NEW YORK — Tears in her eyes, firefighter widow Maureen Fanning emerged Thursday from the new Sept. 11 museum deep beneath ground zero, unable to bring herself to look at all of it.
‘‘I just think it would be a little too overwhelming today,’’ she said, unsure when she would return. ‘‘It’s a lot to digest, to absorb. Not anytime soon.’’
Victims’ friends and relatives, rescue workers, and survivors of the terrorist attack descended into the subterranean space and revisited the tragedy as the National Sept. 11 Memorial Museum was dedicated by President Obama as a symbol that says of America: ‘‘Nothing can ever break us.’’
The museum’s artifacts range from the monumental, like two of the huge fork-shaped columns from the World Trade Center’s facade, to the intimate: a wedding ring, a victim’s voice mail message.
Some relatives found the exhibits both upsetting and inspiring.
Patricia Smith’s visit came down to one small object: the New York Police Department shield her mother, Moira, was wearing 12½ years ago when she died helping to evacuate the twin towers.
Patricia, 14, said she left feeling a new level of connection to her mother. Still, ‘‘seeing that, reading the story that goes along with it, even if I already know it, is really upsetting,’’ she said.
David Greenberg, who lost a dozen colleagues who met for breakfast at the trade center’s Windows on the World restaurant on Sept. 11, called the museum ‘‘breathtaking, awe-inspiring, and emotional.’’

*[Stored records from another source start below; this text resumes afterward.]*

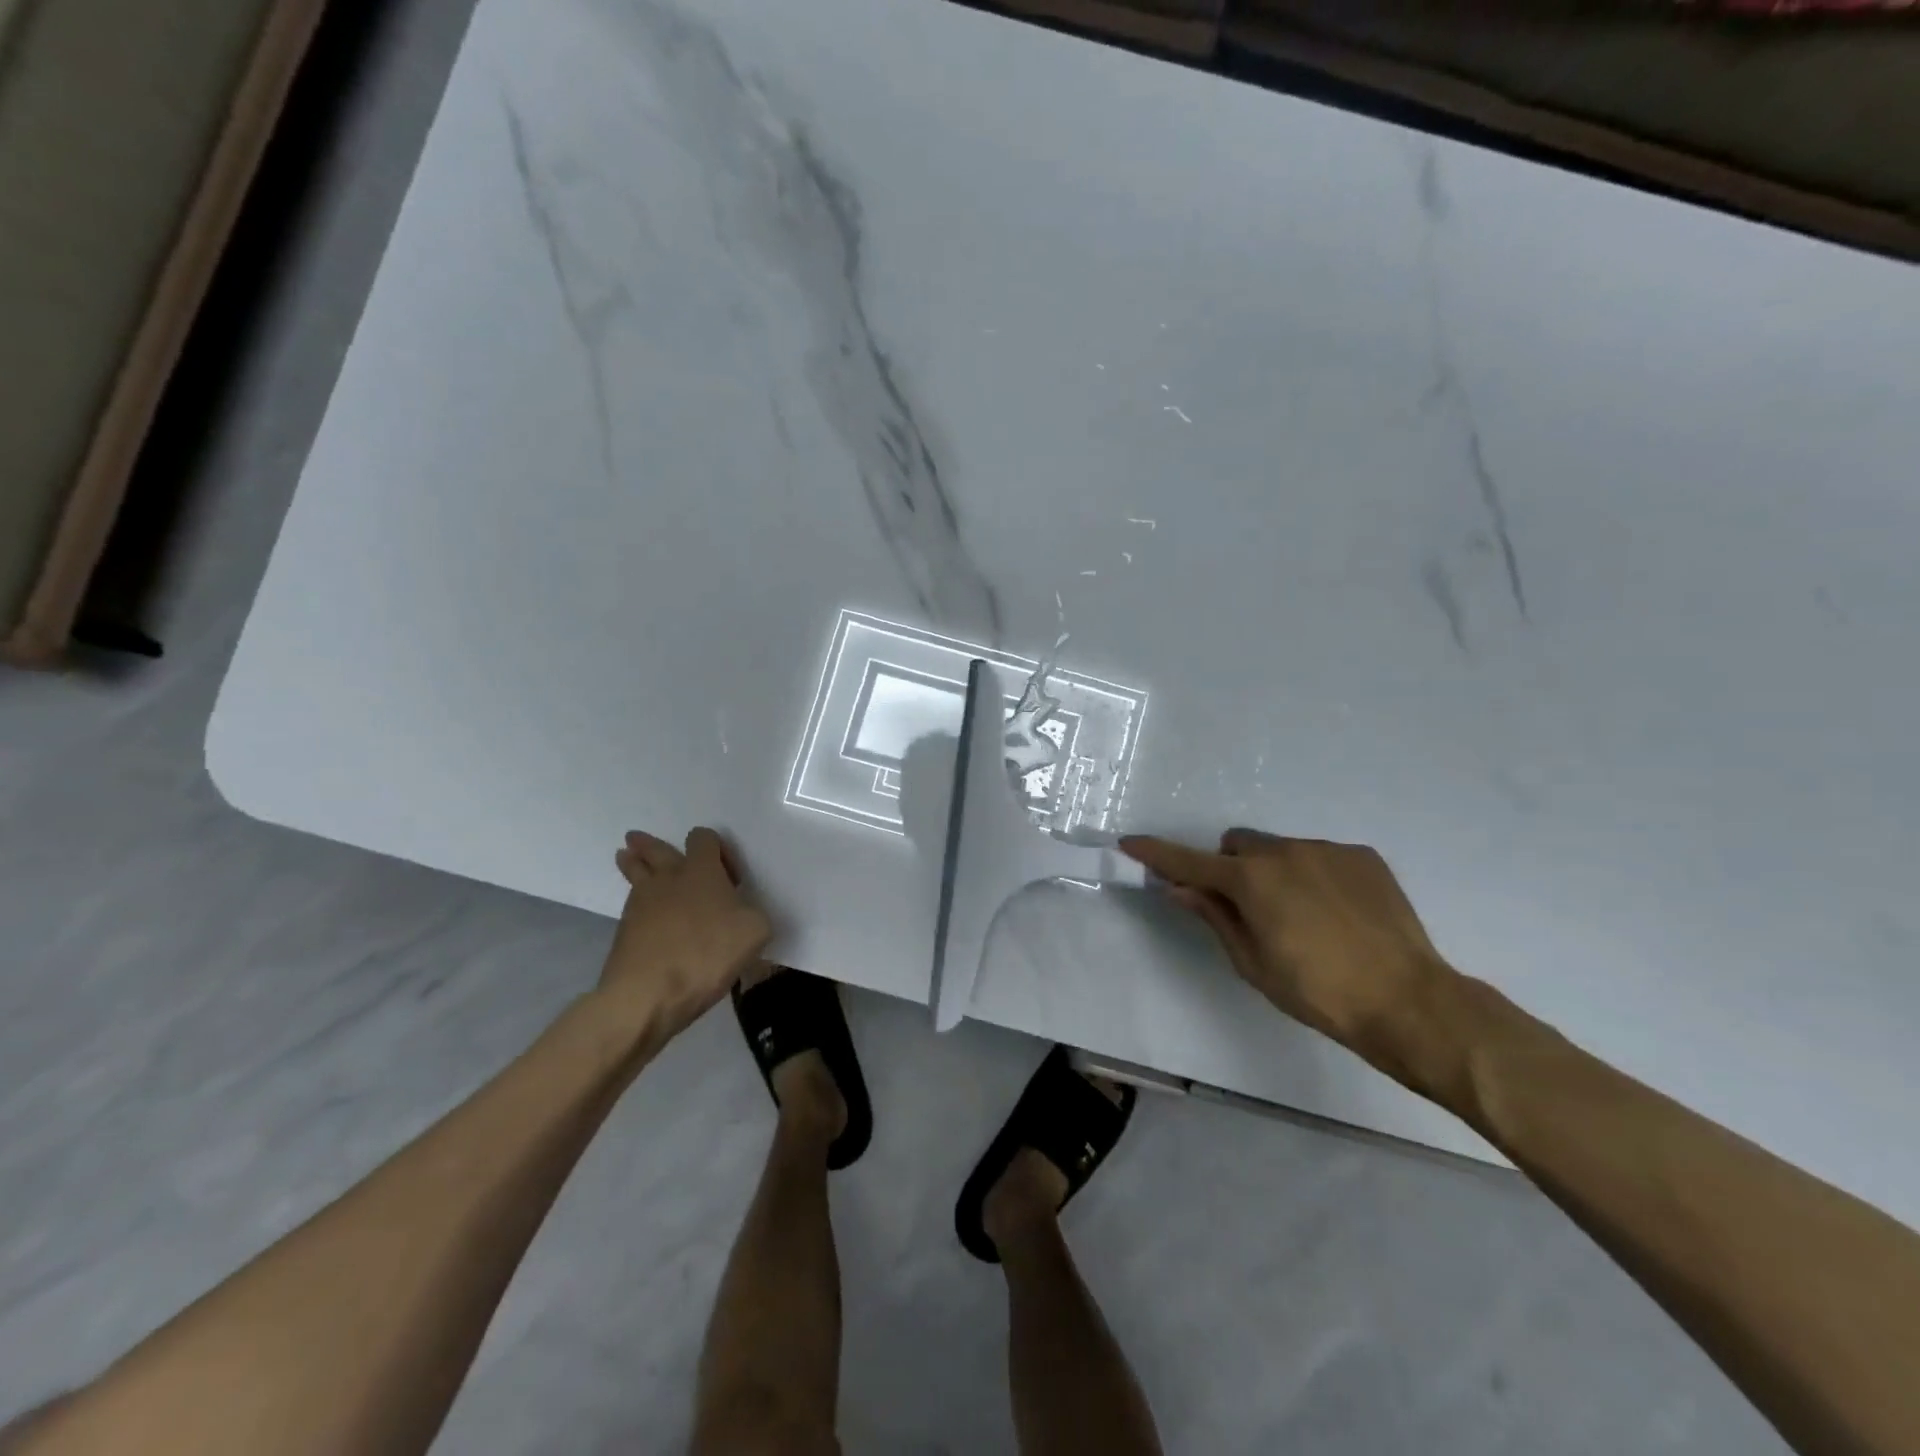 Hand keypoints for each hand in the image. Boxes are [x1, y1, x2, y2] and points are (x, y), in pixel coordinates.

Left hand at [599, 828, 771, 1043]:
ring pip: (635, 873)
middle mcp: (668, 878)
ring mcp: (640, 904)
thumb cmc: (707, 954)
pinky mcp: (624, 931)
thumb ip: (754, 914)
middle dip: (649, 844)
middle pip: (655, 849)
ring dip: (633, 863)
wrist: (647, 994)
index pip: (703, 838)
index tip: (730, 877)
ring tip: (627, 857)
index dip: (718, 849)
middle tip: (638, 839)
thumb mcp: (755, 932)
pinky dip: (637, 901)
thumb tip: (743, 914)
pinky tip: (644, 911)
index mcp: (701, 871)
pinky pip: (632, 905)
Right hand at [1121, 829, 1452, 1057]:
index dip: (1156, 853)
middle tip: (1248, 909)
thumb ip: (1214, 916)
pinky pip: (1320, 856)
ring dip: (1274, 871)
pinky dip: (1314, 875)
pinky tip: (1338, 913)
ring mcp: (1326, 850)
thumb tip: (1179, 888)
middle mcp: (1283, 851)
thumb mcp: (1252, 962)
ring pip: (1280, 849)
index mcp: (1250, 880)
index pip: (1189, 861)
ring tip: (1305, 917)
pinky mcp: (1362, 856)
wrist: (1408, 1000)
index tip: (1129, 843)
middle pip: (1237, 846)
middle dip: (1231, 868)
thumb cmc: (1317, 991)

‘‘You have your moments when there can be solitude, moments when there can be happiness, and a mixture of emotions through the entire museum,’’ said Greenberg, who worked at an office nearby.
The museum opens to the public Wednesday, but many of those affected most directly by 9/11 could start exploring it Thursday.
Family members also paid their first visits to a repository at the museum that contains unidentified remains from the disaster.
Monica Iken never received her husband’s body. ‘‘But he’s here. I know he’s here,’’ Iken, a museum board member, said after leaving the repository.
Many in the audience wiped away tears during the dedication ceremony, which revisited both the horror and the heroism of Sept. 11, 2001, the day 19 Al Qaeda hijackers crashed four airliners into the trade center, the Pentagon, and a field in Pennsylvania.
Nearly 3,000 people were killed in an attack that plunged the United States into a decade of war in Afghanistan against Al Qaeda’s Taliban protectors.
After viewing some of the exhibits, including a mangled firetruck and a memorial wall with photos of victims, Obama retold the story of Welles Crowther, a 24-year-old World Trade Center worker who became known as ‘‘the man in the red bandanna’’ after he led others to safety from one of the towers. He died in the tower’s collapse.
The president said the museum pays tribute to ‘‘the true spirit of 9/11 — love, compassion, sacrifice.’’
‘‘Like the great wall and bedrock that embrace us today,’’ Obama said, referring to the way an underground flood wall withstood the attack, ‘‘nothing can ever break us. Nothing can change who we are as Americans.’’
One of the red bandannas Crowther made a habit of carrying is in the museum. Crowther’s mother, Alison, said she hoped it would inspire visitors to help other people.
‘‘This is the true legacy of Sept. 11,’’ she said.
Former president George W. Bush was also invited, according to the museum. But Bush spokesman Freddy Ford said he was unable to attend because of a scheduling conflict.